「CTスキャン」というものをご存じでしょうか。実際に受けたことはなくても病院でCT室の前を通ったり、ドクターXなどの医療ドラマでもよく出てくるので名前くらいは知っているかもしれません。私は医療技師ではないので詳しい仕組みは知りませんが、CT撮影では様々な方向から放射線を照射し、その吸収度合いから逆算して身体の中の物質の存在を明らかにするというものらしいです。
この「CT」というのは「computed tomography」という英語の略なのですが、後半の「tomography」というのは「輪切りにして写真を撮る」といった意味があります。今回触れるのは同じトモグラフィーでも、地震波を用いた地球のトモグラフィーである地震波トモグラフィーです。
結論
- 震源からの時間を多数の場所で計測
- 地震計の精度と密度で信用度が左右
- 地球の内部を知る重要な方法
仕組み
先程触れたCT撮影の仕組みと大きくは変化こそしていませんが、当然ながら相手は人間ではなく変動する大地ですので違うところもあったりします。違うところと言ったらざっくり以下の箇条書きにまとめることが出来ます。
- 地震波を計測する
- 受け取るのは地球表面にある地震計
地震波を計測するというのは名前の通りですね。そしてCT撮影では様々な角度から放射線を受け取ることが可能ですが、地震波トモグラフィーでは(基本的には)地球表面にある地震計で地震波を受け取ります。そのため360度というわけにはいきません。
計測した地震波を他の観測地点と比較すると、当然ながらそれぞれの観測点で地震波の到達時間は変化しています。この変化具合は到達時間の差、すなわち地下構造の差から生まれる物なのですが、その変化具合から地下の様子を想定することが可能です。そのため直接というよりは若干間接的に地下の様子を知ることができるといったものです。
信頼性
そういったわけで信頼性を考える上で重要になることは地震計に関することです。地震計と一言にいっても、体温計の精度が様々であるように様々なクオリティのものがあります。そのため信頼できる地震計が存在することが、地震波トモグラフィーの精度を高めることに繋がります。

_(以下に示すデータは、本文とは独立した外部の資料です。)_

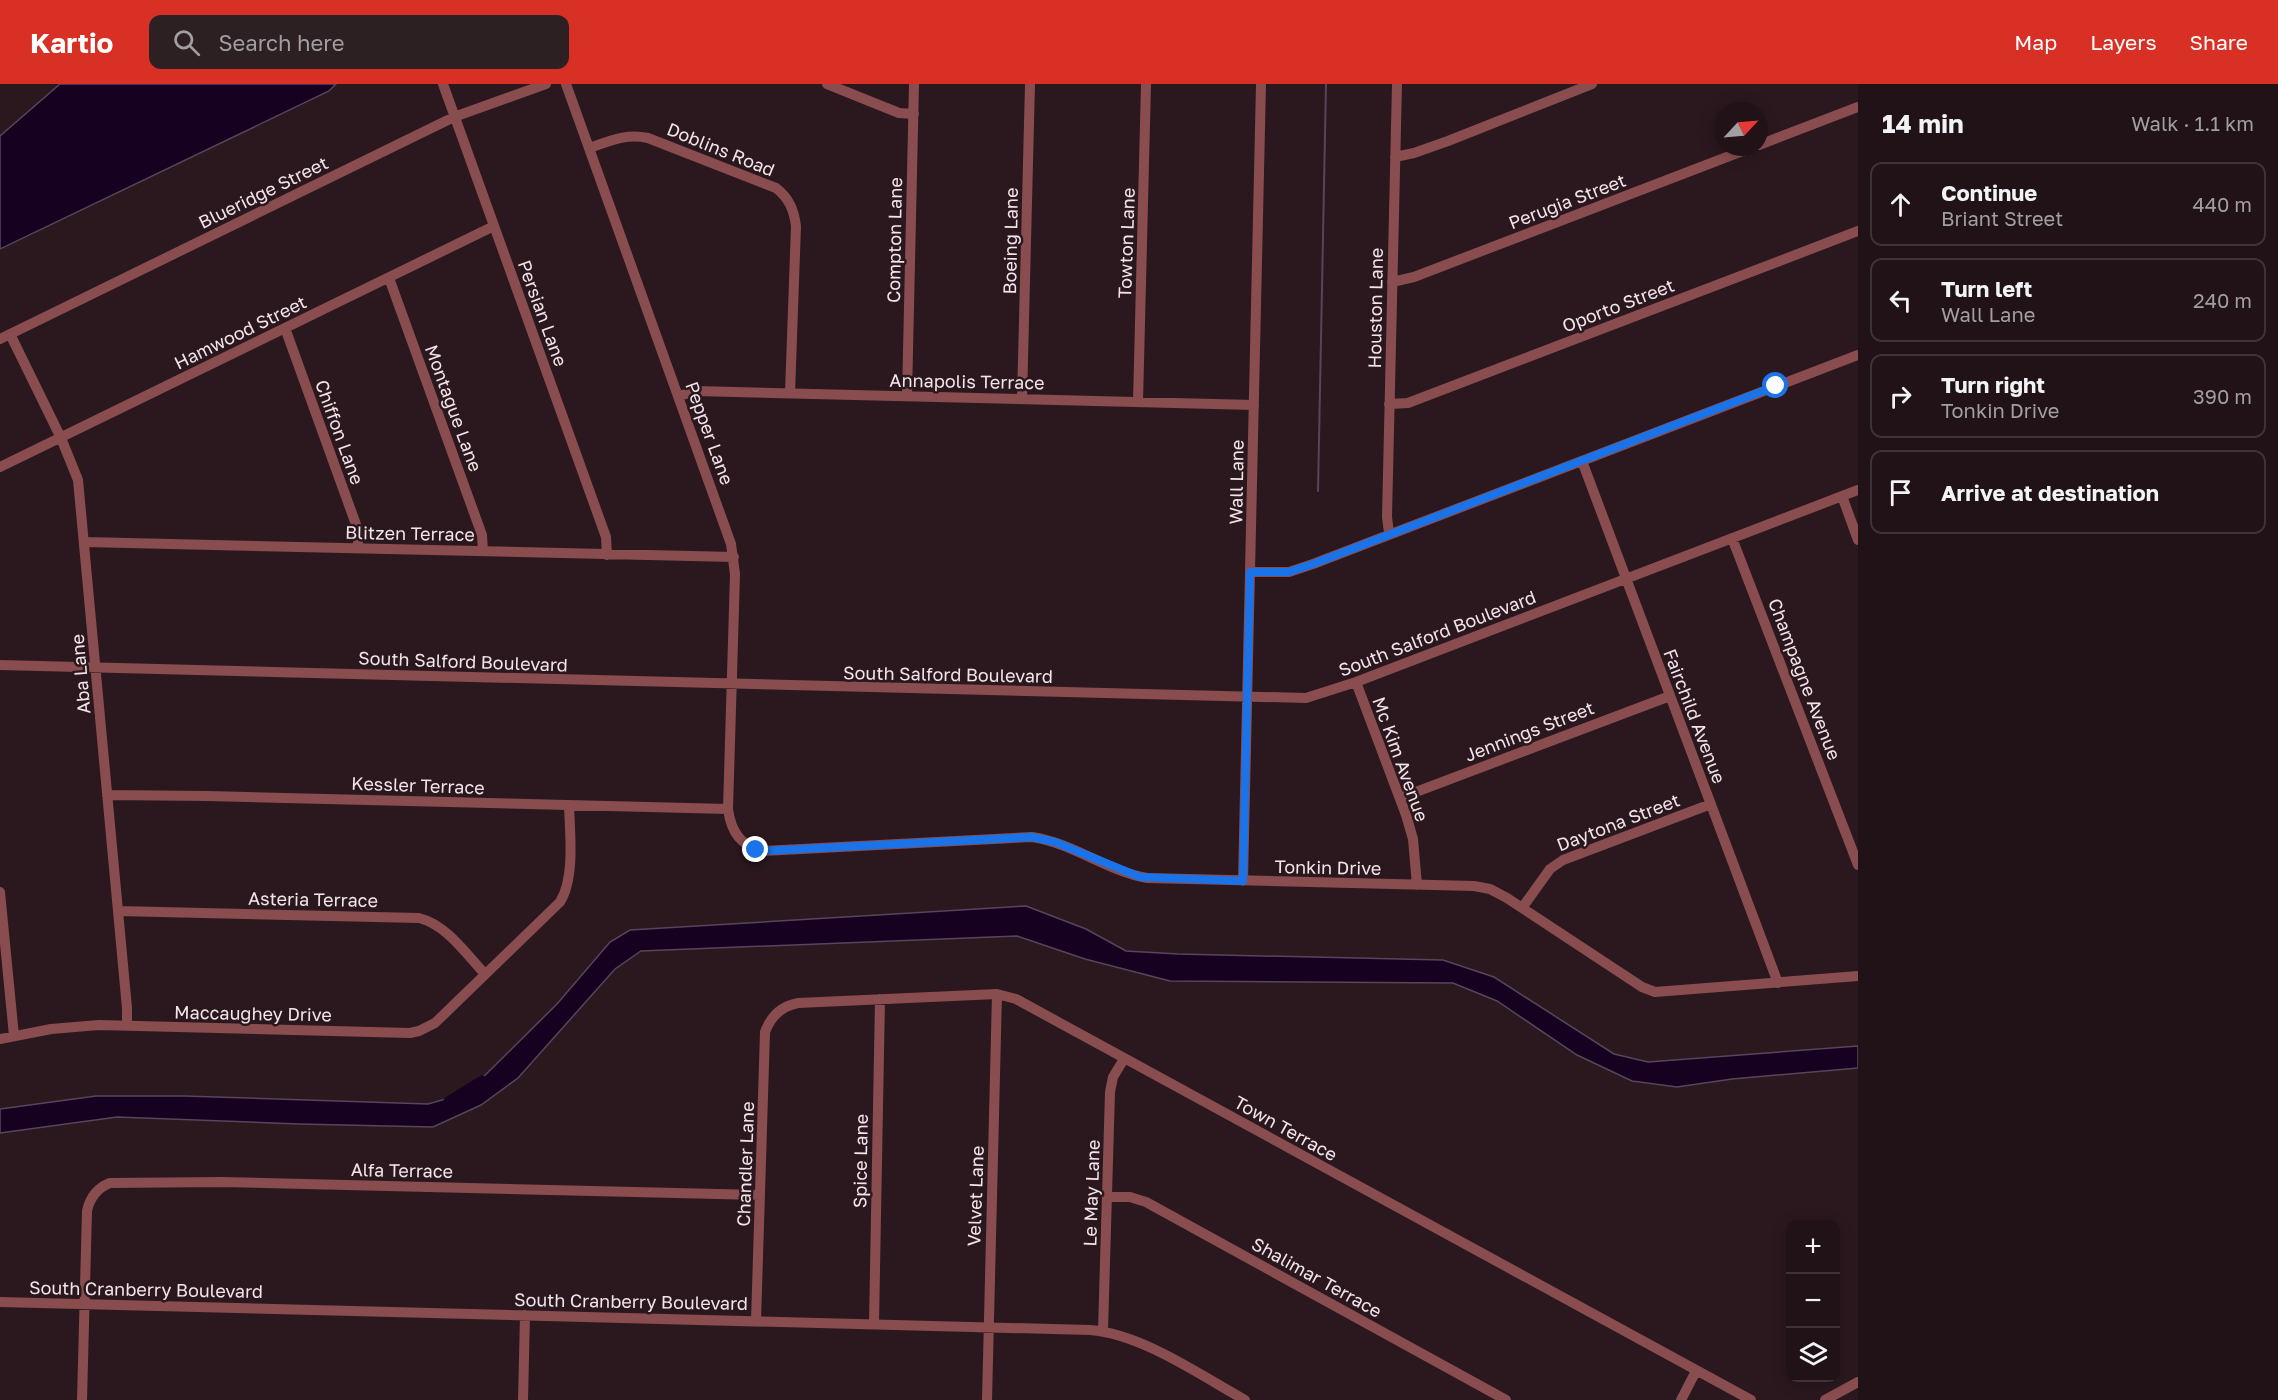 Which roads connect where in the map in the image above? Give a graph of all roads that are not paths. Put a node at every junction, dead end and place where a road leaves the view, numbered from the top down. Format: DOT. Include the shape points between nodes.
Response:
graph roads {
  1 [pos="443,84"];
  2 [pos="546,84"];
  3 [pos="566,84"];
  4 [pos="827,84"];
  5 [pos="914,84"];
  6 [pos="1030,84"];
  7 [pos="1146,84"];
  8 [pos="1261,84"];
  9 [pos="1397,84"];
  10 [pos="1592,84"];
  11 [pos="1858,107"];
  12 [pos="914,114"];
  13 [pos="454,117"];
  14 [pos="1768,142"];
  15 [pos="589,148"];
  16 [pos="1730,156"];
  17 [pos="1395,157"];
  18 [pos="494,226"];
  19 [pos="1858,231"];
  20 [pos="389,278"];
  21 [pos="1392,282"];
  22 [pos="285,328"];
  23 [pos="5,336"];
  24 [pos="1858,355"];
  25 [pos="790,393"];
  26 [pos="680,396"];
  27 [pos="907,396"];
  28 [pos="1022,399"];
  29 [pos="1138,402"];
  30 [pos="1389,404"];
  31 [pos="1254,405"];
  32 [pos="61,438"];
  33 [pos="1582,461"];
  34 [pos="0,467"];
  35 [pos="1858,490"];
  36 [pos="1842,496"];
  37 [pos="1389,533"];
  38 [pos="1732,538"];
  39 [pos="1858,540"];
  40 [pos="85,542"];
  41 [pos="358,548"];
  42 [pos="483,552"];
  43 [pos="606,555"];
  44 [pos="734,557"];
  45 [pos="1250,572"];
  46 [pos="1626,578"];
  47 [pos="0,665"];
  48 [pos="96,667"];
  49 [pos="1356,682"];
  50 [pos="731,685"];
  51 [pos="1670,696"];
  52 [pos="1246,697"];
  53 [pos="108,795"];
  54 [pos="1400,798"];
  55 [pos="1711,804"];
  56 [pos="569,806"];
  57 [pos="728,809"];
  58 [pos="1858,866"];
  59 [pos="1243,881"];
  60 [pos="1417,885"];
  61 [pos="0,892"];
  62 [pos="1522,908"];
  63 [pos="118,911"];
  64 [pos="485,974"];
  65 [pos="1858,976"];
  66 [pos="1778,983"];
  67 [pos="997,994"];
  68 [pos="880,999"];
  69 [pos="779,1011"];
  70 [pos="127,1026"];
  71 [pos="14,1036"];
  72 [pos="0,1039"];
  73 [pos="1124,1059"];
  74 [pos="760,1196"];
  75 [pos="1108,1197"];
  76 [pos="0,1302"];
  77 [pos="84,1305"];
  78 [pos="525,1315"];
  79 [pos="756,1321"];
  80 [pos="874,1324"];
  81 [pos="988,1327"];
  82 [pos="1103,1331"];
  83 [pos="1696,1371"];
  84 [pos="1858,1382"];
  85 [pos="82,1400"];
  86 [pos="523,1400"];
  87 [pos="987,1400"];
  88 [pos="1245,1400"];
  89 [pos="1506,1400"];
  90 [pos="1681,1400"];
  91 [pos="1751,1400"];
  92 [pos="1825,1400"];
  1 -- 13 [label="street, Persian Lane"];
  2 -- 13 [label="street, Blueridge Street"];
  3 -- 15 [label="street, Pepper Lane"];
  4 -- 12 [label="street" via="899,113"];
  5 -- 12 [label="street, Compton Lane"];
  6 -- 28 [label="street, Boeing Lane"];
  7 -- 29 [label="street, Towton Lane"];
  8 -- 31 [label="street, Wall Lane"];
  9 -- 17 [label="street, Houston Lane"];
  10 -- 17 [label="street" via="1449,141"];
  11 -- 14 [label="street"];
  12 -- 27 [label="street, Compton Lane"];
  13 -- 18 [label="street, Persian Lane"];
  13 -- 23 [label="street, Blueridge Street"];
  15 -- 25 [label="street, Doblins Road" via="638,135 776,188 787,199 796,226"];
  15 -- 26 [label="street, Pepper Lane"];
  16 -- 21 [label="street, Perugia Street" via="1414,277"];
  17 -- 21 [label="street, Houston Lane"];
  18 -- 20 [label="street, Hamwood Street"];
  18 -- 43 [label="street, Persian Lane" via="606,537"];
  19 -- 30 [label="street, Oporto Street" via="1408,403"];
  20 -- 22 [label="street, Hamwood Street"];
  20 -- 42 [label="street, Montague Lane" via="482,535"];
  21 -- 30 [label="street, Houston Lane"];
  22 -- 32 [label="street, Hamwood Street"];
  22 -- 41 [label="street, Chiffon Lane" via="358,530"];
  23 -- 32 [label="street, Aba Lane"];
  24 -- 33 [label="street"];
  25 -- 26 [label="street, Annapolis Terrace" via="696,391"];
  25 -- 27 [label="street, Annapolis Terrace"];
  26 -- 44 [label="street, Pepper Lane"];
  27 -- 28 [label="street, Annapolis Terrace"];
  28 -- 29 [label="street, Annapolis Terrace"];
  29 -- 31 [label="street, Annapolis Terrace"];
  30 -- 37 [label="street, Houston Lane"];
  31 -- 45 [label="street, Wall Lane"];
  32 -- 34 [label="street, Hamwood Street"];
  32 -- 40 [label="street, Aba Lane" via="78,480"];
  33 -- 37 [label="street"];
  33 -- 46 [label="street, Fairchild Avenue"];
  35 -- 36 [label="street, South Salford Boulevard"];
  36 -- 38 [label="street, South Salford Boulevard"];
  36 -- 39 [label="street"];
  37 -- 45 [label="street" via="1289,572"];
  38 -- 46 [label="street, South Salford Boulevard"];
  38 -- 58 [label="street, Champagne Avenue"];
  40 -- 41 [label="street, Blitzen Terrace"];
  40 -- 48 [label="street, Aba Lane"];
  41 -- 42 [label="street, Blitzen Terrace"];
  42 -- 43 [label="street, Blitzen Terrace"];
  43 -- 44 [label="street, Blitzen Terrace"];
  44 -- 50 [label="street, Pepper Lane"];
  45 -- 52 [label="street, Wall Lane"];
  46 -- 49 [label="street, South Salford Boulevard"];
  46 -- 51 [label="street, Fairchild Avenue"];
  47 -- 48 [label="street, South Salford Boulevard"];
  48 -- 50 [label="street, South Salford Boulevard"];
  48 -- 53 [label="street, Aba Lane"];
  49 -- 52 [label="street, South Salford Boulevard" via="1306,698"];
  49 -- 54 [label="street, Mc Kim Avenue"];
  50 -- 52 [label="street, South Salford Boulevard"];
  50 -- 57 [label="street, Pepper Lane"];
  51 -- 54 [label="street, Jennings Street"];
  51 -- 55 [label="street, Fairchild Avenue"];
  52 -- 59 [label="street, Wall Lane"];
  53 -- 56 [label="street, Kessler Terrace"];
  53 -- 63 [label="street, Aba Lane"];
  54 -- 60 [label="street, Mc Kim Avenue" via="1413,840"];
  55 -- 62 [label="street, Daytona Street" via="1563,860 1550,869"];
  55 -- 66 [label="street, Fairchild Avenue"];
  56 -- 57 [label="street, Kessler Terrace"];
  56 -- 64 [label="street, Maccaughey Drive" via="568,879 564,894"];
  57 -- 59 [label="street, Tonkin Drive" via="731,826 740,840 763,851 1032,837 1055,842 1140,877"];
  59 -- 60 [label="street, Tonkin Drive"];
  60 -- 62 [label="street, Tonkin Drive" via="1483,888"];
  61 -- 71 [label="street"];
  62 -- 66 [label="street, Tonkin Drive" via="1649,991"];
  63 -- 64 [label="street, Asteria Terrace" via="419,918 443,929"];
  63 -- 70 [label="street, Aba Lane"];
  64 -- 70 [label="street, Maccaughey Drive" via="435,1023 410,1033"];
  65 -- 66 [label="street, Tonkin Drive"];
  67 -- 68 [label="street, Town Terrace"];
  67 -- 73 [label="street, Town Terrace" via="1016,999"];
  67 -- 81 [label="street, Velvet Lane"];
  68 -- 69 [label="street, Town Terrace" via="798,1003"];
  68 -- 80 [label="street, Spice Lane"];
  69 -- 74 [label="street, Chandler Lane" via="765,1032"];
  70 -- 71 [label="street, Maccaughey Drive" via="76,1026"];
  71 -- 72 [label="street, Maccaughey Drive"];
  73 -- 75 [label="street, Le May Lane" via="1113,1077 1110,1092"];
  73 -- 83 [label="street, Town Terrace"];
  74 -- 77 [label="street, Alfa Terrace" via="117,1181 103,1186 92,1197 87,1210"];
  74 -- 79 [label="street, Chandler Lane"];
  75 -- 82 [label="street, Le May Lane"];
  75 -- 89 [label="street, Shalimar Terrace" via="1146,1202"];
  76 -- 77 [label="street, South Cranberry Boulevard"];
  77 -- 78 [label="street, South Cranberry Boulevard"];
  77 -- 85 [label="street, Alfa Terrace"];
  78 -- 79 [label="street, South Cranberry Boulevard"];
  78 -- 86 [label="street"];
  79 -- 80 [label="street, South Cranberry Boulevard"];
  80 -- 81 [label="street, South Cranberry Boulevard"];
  81 -- 82 [label="street, South Cranberry Boulevard"];
  81 -- 87 [label="street, Velvet Lane"];
  82 -- 88 [label="street, South Cranberry Boulevard" via="1138,1342"];
  83 -- 90 [label="street"];
  83 -- 91 [label="street, Town Terrace"];
  84 -- 92 [label="street"];
}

次の観点としては多数の地震計が存在することが挙げられます。地震波トモグラフィーでは「他の観測点と」比較する過程が必要となっています。そのため多数の地震計が存在することは、地下の様子をより細かく想定することを可能とすることに繋がります。このため、地震波トモグラフィーを積極的に用いることが出来る地域が地震計の観測ネットワークが充実している地域に限られてしまうという側面もまた存在します。
最後に
前回のざっくりわかる火山シリーズ: マグマだまりで何が起きているのか
私自身はあまり触れない分野であるため、内容が不足してしまっていることは否めませんが、ざっくり地震波トモグラフィーについて説明させていただきました。何らかの参考になれば幸いです。